The good thing about school friends is that you can always make fun of them, even if you last met thirty years ago. They may be have got a Padma Vibhushan for distinguished service in medicine, with FRCS, FACS after their name, but to you they are still Snotnose, Kombda, Gotya and Monkeybrain. You never forget their birthdays and their children's names though you forget your wife's or your own children's. You may not attend your cousin's wedding, but something will make you travel halfway around the planet, to attend that of your school friend. At school reunions you instinctively head for the same spot in the school canteen, crack the same jokes, though the others stare at you. They'll send you the same cliched birthday cards (rarely gifts) but you'll treasure them above all else. And when you have been forgotten by your colleagues after retirement, and your children after they move out, it is your school friends who will come to be your pall-bearers.

My weed garden

Mother gave me a patch of garden. I ploughed it with a trowel and seeded it with dahlias, geraniums, marigolds, and chrysanthemums. I watered it everyday and watched with delight as they began to sprout. Then one day I saw a new plant, with tiny bright green leaves. Mother didn't know what it was. Se called it a weed. She told me to remove it. I didn't. I thought it was pretty. Prettier still, when it had tiny, yellow flowers. And then there were other plants - short ones, tall ones, prickly ones, with white, yellow, even red flowers. One flower had petals that were violet outside and yellow inside. Mother called them all weeds. The geraniums and dahlias and chrysanthemums didn't seem to grow well.
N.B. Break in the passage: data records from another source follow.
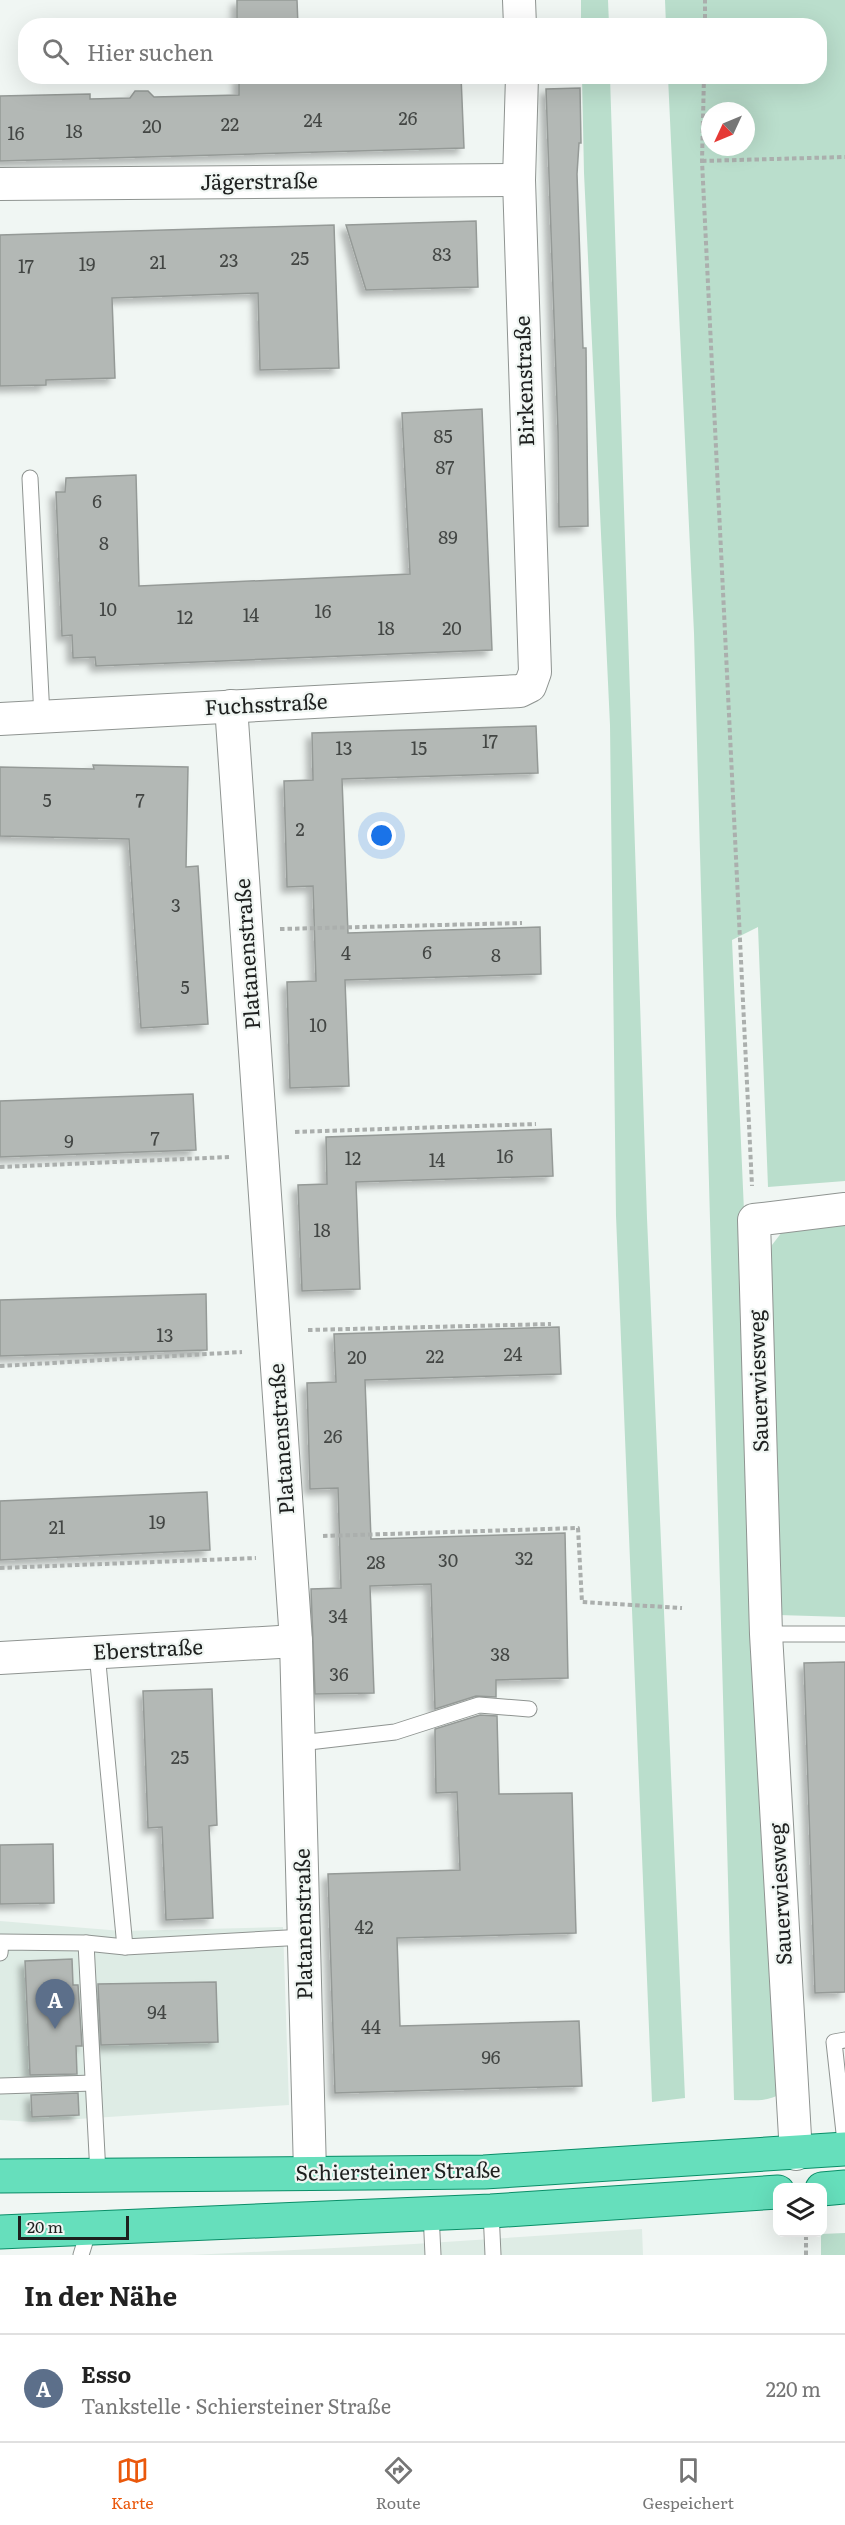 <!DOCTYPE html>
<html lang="de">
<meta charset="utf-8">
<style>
:root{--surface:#fff;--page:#f2f2f2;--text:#222;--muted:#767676;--line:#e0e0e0;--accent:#ea580c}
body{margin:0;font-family:Literata,serif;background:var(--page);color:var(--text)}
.controls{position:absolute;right:18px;bottom:18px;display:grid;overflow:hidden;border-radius:12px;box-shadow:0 6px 24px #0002}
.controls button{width:54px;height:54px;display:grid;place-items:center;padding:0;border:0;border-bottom:2px solid var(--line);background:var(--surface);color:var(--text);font:30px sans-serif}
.compass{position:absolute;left:701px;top:102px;width:54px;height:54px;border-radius:50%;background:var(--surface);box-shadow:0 6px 24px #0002;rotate:226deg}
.scale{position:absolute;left:18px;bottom:15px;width:111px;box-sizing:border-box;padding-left:6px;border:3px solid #1e201f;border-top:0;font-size:16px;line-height:21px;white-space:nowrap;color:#1e201f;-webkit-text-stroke:4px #f0f6f3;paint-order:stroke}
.you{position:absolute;left:382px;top:836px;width:21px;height:21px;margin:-15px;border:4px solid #fff;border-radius:50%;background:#1a73e8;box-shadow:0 0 0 9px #1a73e833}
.badge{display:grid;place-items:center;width:39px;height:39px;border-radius:50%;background:var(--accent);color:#fff;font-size:20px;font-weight:700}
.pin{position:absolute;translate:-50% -50px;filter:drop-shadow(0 2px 3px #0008)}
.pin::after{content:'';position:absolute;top:32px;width:21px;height:18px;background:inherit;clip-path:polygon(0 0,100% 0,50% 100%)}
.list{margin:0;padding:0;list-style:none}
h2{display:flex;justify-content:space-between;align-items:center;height:78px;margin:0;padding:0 24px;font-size:26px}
h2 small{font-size:20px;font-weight:400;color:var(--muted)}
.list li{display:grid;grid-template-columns:39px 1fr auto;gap:18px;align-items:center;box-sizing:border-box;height:108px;padding:0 24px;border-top:2px solid var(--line)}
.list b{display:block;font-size:22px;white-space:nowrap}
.list p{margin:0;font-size:20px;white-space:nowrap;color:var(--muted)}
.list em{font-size:20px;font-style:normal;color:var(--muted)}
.icon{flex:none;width:33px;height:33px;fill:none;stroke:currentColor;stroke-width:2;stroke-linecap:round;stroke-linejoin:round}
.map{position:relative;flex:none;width:845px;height:2255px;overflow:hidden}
.search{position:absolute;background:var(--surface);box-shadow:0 6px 24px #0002;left:18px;right:18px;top:18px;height:66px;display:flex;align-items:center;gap:15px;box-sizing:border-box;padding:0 21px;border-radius:24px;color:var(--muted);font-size:22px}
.sheet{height:186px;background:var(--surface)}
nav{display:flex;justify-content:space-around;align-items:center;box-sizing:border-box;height:84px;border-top:2px solid var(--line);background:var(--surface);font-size:16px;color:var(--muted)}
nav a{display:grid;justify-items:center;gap:3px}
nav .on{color:var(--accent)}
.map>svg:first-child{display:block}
.built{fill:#deece5}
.green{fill:#badecc;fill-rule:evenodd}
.building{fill:#b3b8b5;stroke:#959a97;stroke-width:1.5;filter:url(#shadow)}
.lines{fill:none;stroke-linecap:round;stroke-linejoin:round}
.lane-casing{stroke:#8f9491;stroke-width:17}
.street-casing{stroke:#8f9491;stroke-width:34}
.primary-casing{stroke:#0a8e68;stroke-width:35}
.path{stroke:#abafad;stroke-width:4;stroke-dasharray:4.5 3;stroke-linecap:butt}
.lane{stroke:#fff;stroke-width:15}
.street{stroke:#fff;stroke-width:32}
.primary{stroke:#66dfbc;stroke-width:33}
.labels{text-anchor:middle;stroke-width:4.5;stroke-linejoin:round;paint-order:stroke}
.number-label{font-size:18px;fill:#434644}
.street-label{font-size:21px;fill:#1e201f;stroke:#f0f6f3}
</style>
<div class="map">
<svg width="845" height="2255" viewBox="0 0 845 2255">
<defs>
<filter id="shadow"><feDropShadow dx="-5.5" dy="5.5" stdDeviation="3" flood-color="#0004"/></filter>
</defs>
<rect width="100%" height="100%" fill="#f0f6f3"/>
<g class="built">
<polygon points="0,1921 122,1931 283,1927 289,2105 33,2122 0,2120"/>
<polygon points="642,2229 643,2255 191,2255 414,2244"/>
</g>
<g class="green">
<polygon points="581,0 608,0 609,25 581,25"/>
<path d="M665,0h180v1181l-77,6 -10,-260 -26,13 51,1152c-15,11 -31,8 -49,8l-40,-1467 -26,-556 152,-1v-50l-154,-1zM710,111h36v36h-36z"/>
<polygon points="582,77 610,77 647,1218 685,2098 652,2102 616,1216 610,725 584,173"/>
<polygon points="845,1219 845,1617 778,1615 769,1265 772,1245 782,1232"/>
<polygon points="845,2233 845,2255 821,2255 821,2234"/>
</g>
<g class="building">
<polygon points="237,0 297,0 298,26 237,26"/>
<polygon points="239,76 301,76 302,83 365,81 373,76 461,76 464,148 0,161 0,96 90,94 90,99 130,98 135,91 148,91 154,97 239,95"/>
<polygon points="580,88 581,143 579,143 577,174 583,348 586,348 588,526 559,527 558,432 546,89"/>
<polygon points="476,221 478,287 366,290 346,225"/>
<polygon points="334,225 339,368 260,370 258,293 112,298 115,378 46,380 46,385 0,386 0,235"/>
<polygon points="482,409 492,650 96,666 95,657 73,658 72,635 62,636 56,492 65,492 66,478 136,475 139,586 410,574 402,413"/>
<polygon points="536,726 538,773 342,779 348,933 540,927 541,974 345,980 349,1086 290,1088 287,982 316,981 313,886 287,887 284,781 313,780 312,733"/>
<polygon points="93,765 188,767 186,867 198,866 208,1024 141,1028 129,839 0,836 0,767 94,769"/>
<polygon points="193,1094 196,1150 0,1157 0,1101"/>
<polygon points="551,1129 553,1176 356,1182 360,1289 302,1291 298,1185 327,1184 326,1137"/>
<polygon points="206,1294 207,1350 0,1356 0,1300"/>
<polygon points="559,1327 561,1374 365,1380 371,1539 565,1533 568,1678 496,1680 496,1697 476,1696 435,1709 431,1584 370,1586 374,1693 315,1694 311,1589 341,1588 338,1488 310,1489 307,1383 336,1382 334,1334"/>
<polygon points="207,1492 210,1550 0,1560 0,1501"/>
<polygon points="845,1662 845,1992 815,1993 804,1663"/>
<polygon points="212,1689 217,1825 209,1826 213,1918 166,1920 162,1827 148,1828 143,1691"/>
<polygon points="480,1715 497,1716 499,1794 572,1793 576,1933 397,1938 400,2026 579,2021 582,2086 335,2093 328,1874 460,1870 457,1792 436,1793 435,1735 435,1729"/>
<polygon points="53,1844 54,1903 0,1904 0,1845"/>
<polygon points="72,1959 73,1985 78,1985 82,2046 76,2046 77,2074 30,2075 25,1961"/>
<polygon points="216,1982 218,2042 101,2045 98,1984"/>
<polygon points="78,2093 79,2115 32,2117 31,2095"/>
</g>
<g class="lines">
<defs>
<g id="lane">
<polyline points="30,478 42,717"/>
<polyline points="766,1634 845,1634"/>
<polyline points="97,1653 125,1947"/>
<polyline points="300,1743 395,1732 479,1705 529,1709"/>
<polyline points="86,1943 98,2174"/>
<polyline points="0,1953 1,1942 86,1943 125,1947 305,1937"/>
<polyline points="845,2040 834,2042 845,2142"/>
<polyline points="0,2086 93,2083"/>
<polyline points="491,2211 493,2255"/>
<polyline points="431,2213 433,2255"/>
<polyline points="81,2255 89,2229"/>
</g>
<g id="street">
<polyline points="519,0 520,26"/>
<polyline points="0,184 519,180"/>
<polyline points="231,706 296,1641 310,2172"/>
<polyline points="0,719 520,691 530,686 535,672 519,180 522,76"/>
<polyline points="0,1658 296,1641"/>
<polyline points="796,2154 766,1634 754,1220 845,1209"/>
</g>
<g id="primary">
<polyline points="0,2176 484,2172 845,2149"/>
<polyline points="822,2189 845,2187"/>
<polyline points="0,2232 491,2211 778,2192"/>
</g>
</defs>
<use href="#lane" class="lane-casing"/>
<use href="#street" class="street-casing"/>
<use href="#primary" class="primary-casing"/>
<g class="path">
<polyline points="705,26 705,0"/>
<polyline points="704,76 702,161 752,1186"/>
<polyline points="702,161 845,157"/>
<polyline points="280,929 522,923"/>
<polyline points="295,1132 536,1124"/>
<polyline points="0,1167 229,1157"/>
<polyline points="308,1330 551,1324"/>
<polyline points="0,1366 242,1352"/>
<polyline points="323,1536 578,1528 582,1602 682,1608"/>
<polyline points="0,1568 256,1558"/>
<polyline points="806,2255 806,2232"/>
</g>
<use href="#lane" class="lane"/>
<use href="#street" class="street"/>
<use href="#primary" class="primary"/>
</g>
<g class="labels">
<g class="number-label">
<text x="408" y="125">26</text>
<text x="313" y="127">24</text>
<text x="230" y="131">22</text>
<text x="152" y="133">20</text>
<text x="74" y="138">18</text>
<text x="16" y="140">16</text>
<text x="442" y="261">83</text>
<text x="300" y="265">25</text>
<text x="229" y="267">23</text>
<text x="158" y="269">21</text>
<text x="87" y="271">19</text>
<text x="26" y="273">17</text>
<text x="443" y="443">85</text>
<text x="445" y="474">87</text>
<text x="97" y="508">6</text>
<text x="448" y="544">89</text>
<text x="104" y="550">8</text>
<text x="108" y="616">10</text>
<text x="323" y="618">16</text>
<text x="251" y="622">14</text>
<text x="185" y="624">12</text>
<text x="386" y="635">18</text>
<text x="452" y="635">20</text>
<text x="490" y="748">17</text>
<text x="344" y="755">13</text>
<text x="419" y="755">15</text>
<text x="47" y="807">5</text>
<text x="140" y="807">7</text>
<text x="300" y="836">2</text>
<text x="176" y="912">3</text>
<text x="427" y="959">6</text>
<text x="346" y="960">4</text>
<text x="496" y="962">8</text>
<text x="185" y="994">5</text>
<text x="318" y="1032">10</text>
<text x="155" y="1145">7</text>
<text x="69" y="1148">9</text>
<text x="505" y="1163">16</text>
<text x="353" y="1165">12</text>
<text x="437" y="1167">14</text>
<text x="322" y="1237">18</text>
<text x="165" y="1342">13</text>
<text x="513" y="1361">24</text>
<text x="435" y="1363">22</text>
<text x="357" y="1364">20</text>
<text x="333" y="1443">26</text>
<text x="157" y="1529">19</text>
<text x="57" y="1534">21</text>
<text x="524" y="1565">32</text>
<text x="448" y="1567">30</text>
<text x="376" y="1569">28</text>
<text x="338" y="1623">34</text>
<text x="500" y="1661">38</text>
<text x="339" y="1681">36</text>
<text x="180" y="1764">25</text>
<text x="364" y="1934">42</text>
<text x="157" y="2019">94</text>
<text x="371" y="2034">44</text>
<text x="491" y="2064">96</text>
</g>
<g class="street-label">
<text transform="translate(259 182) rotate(-1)" y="7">Jägerstraße</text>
<text transform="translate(525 381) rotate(-92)" y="7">Birkenstraße</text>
<text transform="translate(266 705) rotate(-3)" y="7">Fuchsstraße</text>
<text transform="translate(248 954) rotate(-94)" y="7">Platanenstraße</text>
<text transform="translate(759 1381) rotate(-92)" y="7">Sauerwiesweg</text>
<text transform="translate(282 1439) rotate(-94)" y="7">Platanenstraße</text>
<text transform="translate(148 1650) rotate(-3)" y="7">Eberstraße</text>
<text transform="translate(781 1894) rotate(-93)" y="7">Sauerwiesweg</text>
<text transform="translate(304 1924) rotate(-91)" y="7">Platanenstraße</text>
<text transform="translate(398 2172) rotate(-1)" y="7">Schiersteiner Straße</text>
</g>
</g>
</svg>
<div class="controls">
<button><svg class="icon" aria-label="layers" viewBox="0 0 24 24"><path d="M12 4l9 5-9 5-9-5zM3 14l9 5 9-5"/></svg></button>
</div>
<svg class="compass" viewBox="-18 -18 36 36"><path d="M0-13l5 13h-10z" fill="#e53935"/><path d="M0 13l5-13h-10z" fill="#767676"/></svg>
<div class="scale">20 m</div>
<div class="you"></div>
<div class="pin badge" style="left:55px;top:2029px;background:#5c6f8a">A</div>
<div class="search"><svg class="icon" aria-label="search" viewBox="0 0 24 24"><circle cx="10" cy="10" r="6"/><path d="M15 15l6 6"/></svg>Hier suchen</div>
</div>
<section class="sheet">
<h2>In der Nähe<small></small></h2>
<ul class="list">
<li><span class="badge" style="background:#5c6f8a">A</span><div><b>Esso</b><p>Tankstelle · Schiersteiner Straße</p></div><em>220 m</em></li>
</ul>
</section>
<nav>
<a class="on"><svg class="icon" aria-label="map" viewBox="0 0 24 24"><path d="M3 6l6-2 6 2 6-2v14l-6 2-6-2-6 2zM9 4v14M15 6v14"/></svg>Karte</a>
<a><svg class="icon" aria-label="directions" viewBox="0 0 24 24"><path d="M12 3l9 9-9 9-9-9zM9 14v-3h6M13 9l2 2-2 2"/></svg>Route</a>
<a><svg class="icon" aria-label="saved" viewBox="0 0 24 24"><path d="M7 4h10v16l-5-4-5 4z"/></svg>Gespeichert</a>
</nav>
They were short and had small flowers, not like mother's patch which had big, pretty ones. Mother said it was because I had let weeds grow. But I had lots of little flowers - like little me. Mother said I had grown a weed garden

A dog's tail

The default state of a dog's tail is up. It takes a lifetime - of stones by cute boys, beatings by smart trainers and neglect by loving masters - for it to go down.